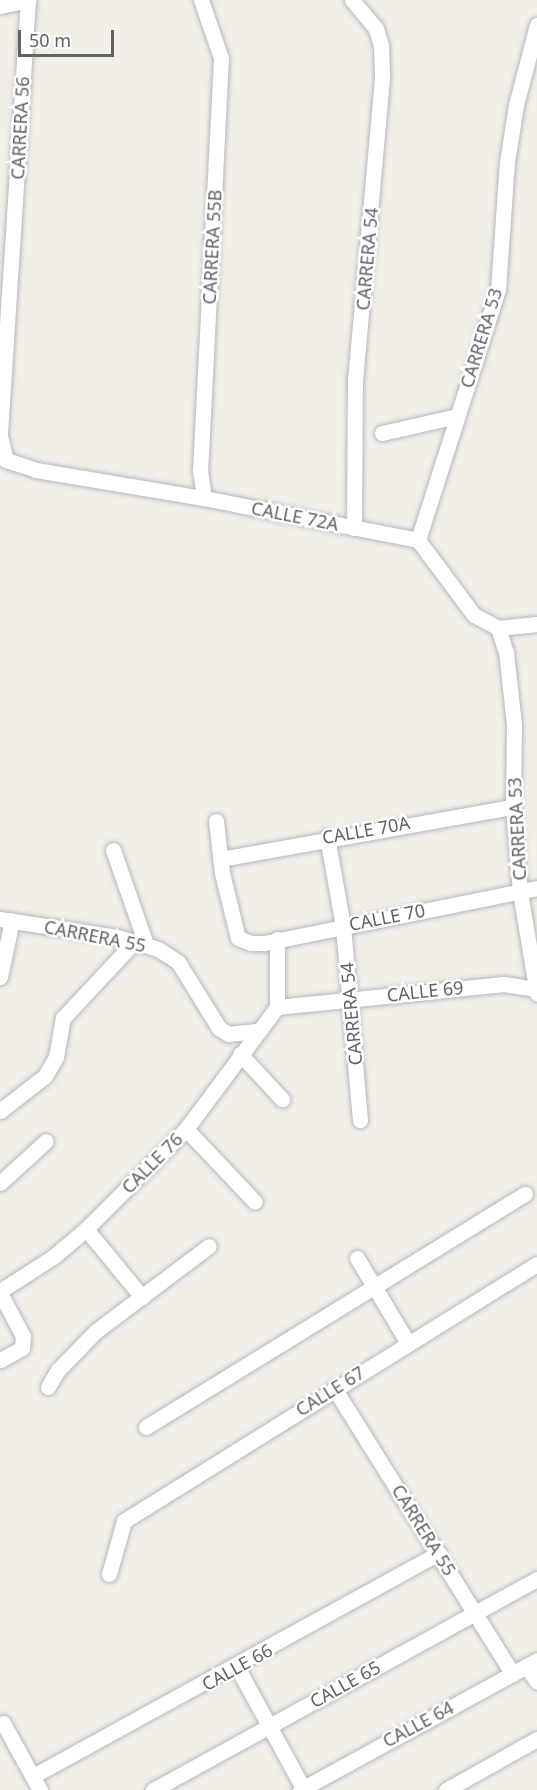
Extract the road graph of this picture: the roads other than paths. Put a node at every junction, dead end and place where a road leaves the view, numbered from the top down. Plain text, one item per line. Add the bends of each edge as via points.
1 (28, 0) edge
2 (201, 0) edge
3 (352, 0) edge
4 (0, 6) edge
5 (537, 25) edge
6 (457, 416) junction
7 (382, 433) dead end
8 (15, 464) joint
9 (204, 498) junction
10 (354, 528) junction
11 (418, 540) junction
12 (537, 624) edge
13 (498, 628) junction
14 (513, 807) junction
15 (216, 821) dead end
16 (327, 837) junction
17 (113, 850) dead end
18 (220, 859) junction
19 (537, 888) edge
20 (520, 892) junction
21 (6, 919) edge
22 (343, 926) junction
23 (277, 939) junction
24 (140, 943) junction
25 (0, 977) edge
26 (536, 991) edge
27 (349, 999) junction
28 (277, 1007) junction
29 (256, 1031) junction
30 (240, 1054) junction
31 (282, 1100) dead end
32 (0, 1111) edge
33 (360, 1120) dead end
34 (186, 1129) junction
35 (46, 1141) dead end
36 (0, 1183) edge
37 (525, 1194) dead end
38 (255, 1202) dead end
39 (86, 1229) junction
40 (209, 1246) dead end
41 (357, 1258) dead end
42 (537, 1264) edge
43 (374, 1287) junction
44 (0, 1292) edge
45 (142, 1297) junction
46 (408, 1343) junction
47 (0, 1360) edge
48 (48, 1388) dead end
49 (334, 1388) junction
50 (146, 1427) dead end
51 (439, 1553) junction
52 (109, 1574) dead end
53 (537, 1579) edge
54 (476, 1612) junction
55 (532, 1663) edge
56 (237, 1667) junction
57 (513, 1674) junction
58 (537, 1682) edge
59 (3, 1723) dead end
60 (272, 1725) junction
61 (537, 1739) edge
62 (36, 1783) edge
63 (302, 1789) edge
64 (153, 1790) edge
65 (446, 1790) edge

1 - 4 street
1 - 8 street, CARRERA 56 via 0,436 6,460
2 - 9 street, CARRERA 55B via 221,58 200,470
3 - 10 street, CARRERA 54 via 376,28 382,78 355,379
5 - 6 street, CARRERA 53 via 516,105 507,162 498,290
6 - 7 street
6 - 11 street, CARRERA 53
8 - 9 street, CALLE 72A
9 - 10 street, CALLE 72A
10 - 11 street, CALLE 72A
11 - 13 street via 474,615
12 - 13 street
13 - 14 street, CARRERA 53 via 506,652 514,725
14 - 16 street, CALLE 70A
14 - 20 street, CARRERA 53
15 - 18 street
16 - 18 street, CALLE 70A
16 - 22 street, CARRERA 54
17 - 24 street
18 - 23 street, CALLE 70 via 238,938 264,943
19 - 20 street, CALLE 70
20 - 22 street, CALLE 70
20 - 26 street, CARRERA 53
21 - 24 street, CARRERA 55
21 - 25 street
22 - 23 street, CALLE 70
22 - 27 street, CARRERA 54
23 - 28 street
24 - 29 street, CARRERA 55 via 178,962 219,1028 228,1034
24 - 32 street via 63,1018 56,1057 45,1076
26 - 27 street, CALLE 69 via 504,984
27 - 28 street, CALLE 69
27 - 33 street, CARRERA 54
28 - 29 street, CALLE 76
29 - 30 street, CALLE 76
30 - 31 street
30 - 34 street, CALLE 76
34 - 38 street
34 - 39 street, CALLE 76
35 - 36 street
37 - 43 street
39 - 44 street, CALLE 76 via 53,1257
39 - 45 street
40 - 45 street
41 - 43 street
42 - 46 street, CALLE 67
43 - 46 street
43 - 50 street
44 - 47 street via 23,1336 22,1348
45 - 48 street via 79,1346
46 - 49 street, CALLE 67
49 - 51 street, CARRERA 55
49 - 52 street, CALLE 67 via 124,1521
51 - 54 street, CARRERA 55
51 - 56 street, CALLE 66
53 - 54 street, CALLE 65
54 - 57 street, CARRERA 55
54 - 60 street, CALLE 65
55 - 57 street, CALLE 64
55 - 58 street
56 - 60 street
56 - 62 street, CALLE 66
57 - 63 street, CALLE 64
59 - 62 street
60 - 63 street
60 - 64 street, CALLE 65
61 - 65 street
----
Transcribe the listing above verbatim. Omit the pictures.

* **ANSWER FOR THIS EXERCISE**:
Extract the road graph of this picture: the roads other than paths. Put a node at every junction, dead end and place where a road leaves the view, numbered from the top down. Plain text, one item per line. Add the bends of each edge as via points.
1 (28, 0) edge
2 (201, 0) edge
3 (352, 0) edge
4 (0, 6) edge
5 (537, 25) edge
6 (457, 416) junction
7 (382, 433) dead end
8 (15, 464) joint
9 (204, 498) junction
10 (354, 528) junction
11 (418, 540) junction
12 (537, 624) edge
13 (498, 628) junction
14 (513, 807) junction
15 (216, 821) dead end
16 (327, 837) junction
17 (113, 850) dead end
18 (220, 859) junction
19 (537, 888) edge
20 (520, 892) junction
21 (6, 919) edge
22 (343, 926) junction
23 (277, 939) junction
24 (140, 943) junction
25 (0, 977) edge
26 (536, 991) edge
27 (349, 999) junction
28 (277, 1007) junction
29 (256, 1031) junction
30 (240, 1054) junction
31 (282, 1100) dead end
32 (0, 1111) edge
33 (360, 1120) dead end
34 (186, 1129) junction
35 (46, 1141) dead end
36 (0, 1183) edge
37 (525, 1194) dead end
38 (255, 1202) dead end
39 (86, 1229) junction
40 (209, 1246) dead end
41 (357, 1258) dead end
42 (537, 1264) edge
43 (374, 1287) junction
44 (0, 1292) edge
45 (142, 1297) junction
46 (408, 1343) junction
47 (0, 1360) edge
48 (48, 1388) dead end
49 (334, 1388) junction
50 (146, 1427) dead end
51 (439, 1553) junction
52 (109, 1574) dead end
53 (537, 1579) edge
54 (476, 1612) junction
55 (532, 1663) edge
56 (237, 1667) junction
57 (513, 1674) junction
58 (537, 1682) edge
59 (3, 1723) dead end
60 (272, 1725) junction
61 (537, 1739) edge
62 (36, 1783) edge
63 (302, 1789) edge
64 (153, 1790) edge
65 (446, 1790) edge

1 - 4 street
1 - 8 street, CARRERA 56 via 0,436 6,460
2 - 9 street, CARRERA 55B via 221,58 200,470
3 - 10 street, CARRERA 54 via 376,28 382,78 355,379
5 - 6 street, CARRERA 53 via 516,105 507,162 498,290
6 - 7 street
6 - 11 street, CARRERA 53
8 - 9 street, CALLE 72A
9 - 10 street, CALLE 72A
10 - 11 street, CALLE 72A
11 - 13 street via 474,615
12 - 13 street
13 - 14 street, CARRERA 53 via 506,652 514,725
14 - 16 street, CALLE 70A
14 - 20 street, CARRERA 53
15 - 18 street
16 - 18 street, CALLE 70A
16 - 22 street, CARRERA 54
17 - 24 street
18 - 23 street, CALLE 70 via 238,938 264,943
19 - 20 street, CALLE 70
20 - 22 street, CALLE 70
20 - 26 street, CARRERA 53
21 - 24 street, CARRERA 55
21 - 25 street
22 - 23 street, CALLE 70
22 - 27 street, CARRERA 54
23 - 28 street
24 - 29 street, CARRERA 55 via 178,962 219,1028 228,1034
24 - 32 street via 63,1018 56,1057 45,1076
26 - 27 street, CALLE 69 via 504,984
27 - 28 street, CALLE 69
27 - 33 street, CARRERA 54
28 - 29 street, CALLE 76
29 - 30 street, CALLE 76
30 - 31 street
30 - 34 street, CALLE 76
34 - 38 street
34 - 39 street, CALLE 76
35 - 36 street
37 - 43 street
39 - 44 street, CALLE 76 via 53,1257
39 - 45 street
40 - 45 street
41 - 43 street
42 - 46 street, CALLE 67
43 - 46 street
43 - 50 street
44 - 47 street via 23,1336 22,1348
45 - 48 street via 79,1346
46 - 49 street, CALLE 67
49 - 51 street, CARRERA 55
49 - 52 street, CALLE 67 via 124,1521
51 - 54 street, CARRERA 55
51 - 56 street, CALLE 66
53 - 54 street, CALLE 65
54 - 57 street, CARRERA 55
54 - 60 street, CALLE 65
55 - 57 street, CALLE 64
55 - 58 street
56 - 60 street
56 - 62 street, CALLE 66
57 - 63 street, CALLE 64
59 - 62 street
60 - 63 street
60 - 64 street, CALLE 65
61 - 65 street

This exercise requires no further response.